SOFIA (Reuters) - Thousands of people turned out in the Bulgarian capital Sofia on Monday for the fifth day running to demand the resignation of Prime Minister Boyko Borissov, voicing growing frustration with high-level corruption and the business tycoons they believe are benefiting.
Similar protests in at least 10 other cities criticised prosecutors’ failure to address genuine high-level graft, which they said was undermining the rule of law in the European Union’s poorest country. Many yelled “Mafia!” and “Resign!”.
The Balkan nation, ranked as the most corrupt EU member state by the graft watchdog Transparency International, has yet to convict a single senior official of corruption.
“I am here to protest against the corruption that has engulfed this country, against the oligarchs who have slipped into each and every sphere of the public administration,” said 42-year-old protester Lachezar Lazarov.
Borissov has been in office almost without a break since 2009. He has pledged to uproot high-level corruption, but critics say public institutions have weakened and the power of tycoons has grown on his watch.
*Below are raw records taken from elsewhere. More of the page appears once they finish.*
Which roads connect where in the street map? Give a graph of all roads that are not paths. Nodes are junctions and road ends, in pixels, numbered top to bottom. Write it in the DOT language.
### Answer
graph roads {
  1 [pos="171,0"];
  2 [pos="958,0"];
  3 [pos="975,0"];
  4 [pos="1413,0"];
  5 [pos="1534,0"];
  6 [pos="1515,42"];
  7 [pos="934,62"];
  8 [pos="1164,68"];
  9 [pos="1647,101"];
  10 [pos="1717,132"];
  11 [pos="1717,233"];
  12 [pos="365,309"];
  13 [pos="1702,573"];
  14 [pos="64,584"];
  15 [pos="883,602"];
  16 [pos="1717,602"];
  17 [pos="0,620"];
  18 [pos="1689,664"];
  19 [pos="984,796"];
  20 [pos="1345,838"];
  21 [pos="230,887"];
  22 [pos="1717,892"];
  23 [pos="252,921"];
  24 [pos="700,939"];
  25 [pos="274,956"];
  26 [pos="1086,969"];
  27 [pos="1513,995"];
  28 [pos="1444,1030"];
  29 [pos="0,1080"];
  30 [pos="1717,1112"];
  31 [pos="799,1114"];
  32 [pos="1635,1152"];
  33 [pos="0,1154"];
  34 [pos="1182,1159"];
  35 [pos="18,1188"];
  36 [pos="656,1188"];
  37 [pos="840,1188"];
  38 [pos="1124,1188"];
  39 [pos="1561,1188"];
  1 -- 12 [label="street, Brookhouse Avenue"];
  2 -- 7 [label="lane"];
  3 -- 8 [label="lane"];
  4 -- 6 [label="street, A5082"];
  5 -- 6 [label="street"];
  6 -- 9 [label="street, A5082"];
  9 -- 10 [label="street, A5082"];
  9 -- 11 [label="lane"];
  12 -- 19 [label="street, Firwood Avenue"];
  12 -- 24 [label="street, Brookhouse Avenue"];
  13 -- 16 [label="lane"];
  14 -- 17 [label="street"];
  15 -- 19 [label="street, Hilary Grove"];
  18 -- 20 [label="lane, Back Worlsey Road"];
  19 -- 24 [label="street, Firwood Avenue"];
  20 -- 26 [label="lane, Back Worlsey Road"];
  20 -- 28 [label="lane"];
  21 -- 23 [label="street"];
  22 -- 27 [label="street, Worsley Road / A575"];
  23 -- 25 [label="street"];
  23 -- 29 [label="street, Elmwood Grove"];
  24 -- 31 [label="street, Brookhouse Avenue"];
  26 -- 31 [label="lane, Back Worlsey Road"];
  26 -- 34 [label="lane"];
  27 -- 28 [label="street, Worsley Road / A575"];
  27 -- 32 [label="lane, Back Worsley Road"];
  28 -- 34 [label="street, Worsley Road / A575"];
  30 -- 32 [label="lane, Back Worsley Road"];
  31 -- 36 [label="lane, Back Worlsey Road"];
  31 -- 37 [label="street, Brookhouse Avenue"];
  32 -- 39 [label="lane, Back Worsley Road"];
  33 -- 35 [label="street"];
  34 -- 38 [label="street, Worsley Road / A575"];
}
A parliamentary election is scheduled for next spring.
Public anger broke out last week after prosecutors raided the offices of President Rumen Radev, a vehement critic of Borissov, as part of probes into two of Radev’s aides.
Many saw the move as an attack on the president, who has often criticised Borissov’s centre-right government on the same grounds as the protesters and called for his resignation.
The protests have shown no sign of dwindling in size and more are planned for later in the week.
The opposition Socialists, who backed Radev for president, have said they will put forward a motion of no confidence in the government on Wednesday.
On Monday, some of the protesters also demanded the resignation of the interior minister over police violence at Friday’s protests, when 18 people were arrested, including two young men who were taken to hospital after being beaten. The police said they were investigating.